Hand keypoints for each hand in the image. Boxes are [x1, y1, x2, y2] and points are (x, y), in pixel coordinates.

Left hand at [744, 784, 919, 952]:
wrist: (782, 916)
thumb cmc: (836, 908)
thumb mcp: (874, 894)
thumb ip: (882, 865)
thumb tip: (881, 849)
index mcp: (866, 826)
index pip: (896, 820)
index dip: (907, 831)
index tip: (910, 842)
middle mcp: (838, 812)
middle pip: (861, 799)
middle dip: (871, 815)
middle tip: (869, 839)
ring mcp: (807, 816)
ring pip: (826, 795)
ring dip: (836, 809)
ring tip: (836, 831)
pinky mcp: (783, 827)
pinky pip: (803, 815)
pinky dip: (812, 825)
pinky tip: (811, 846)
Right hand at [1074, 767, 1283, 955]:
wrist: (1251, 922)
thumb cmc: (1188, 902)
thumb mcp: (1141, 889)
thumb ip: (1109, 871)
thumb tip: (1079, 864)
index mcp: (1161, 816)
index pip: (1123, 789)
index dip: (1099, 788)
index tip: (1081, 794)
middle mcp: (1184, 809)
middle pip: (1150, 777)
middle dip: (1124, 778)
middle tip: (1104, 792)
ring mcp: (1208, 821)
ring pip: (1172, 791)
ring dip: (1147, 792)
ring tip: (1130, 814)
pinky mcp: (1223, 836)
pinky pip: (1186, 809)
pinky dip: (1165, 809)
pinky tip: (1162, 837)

Task to carry out:
Would you copy out each line of the records above where the word "middle" occurs?

Exercise solution:
middle mcp: (838, 812)
middle pip: (861, 799)
middle dip: (871, 815)
middle tip: (869, 839)
middle mcp: (1184, 809)
middle pip: (1150, 777)
middle dip: (1124, 778)
middle tip: (1104, 792)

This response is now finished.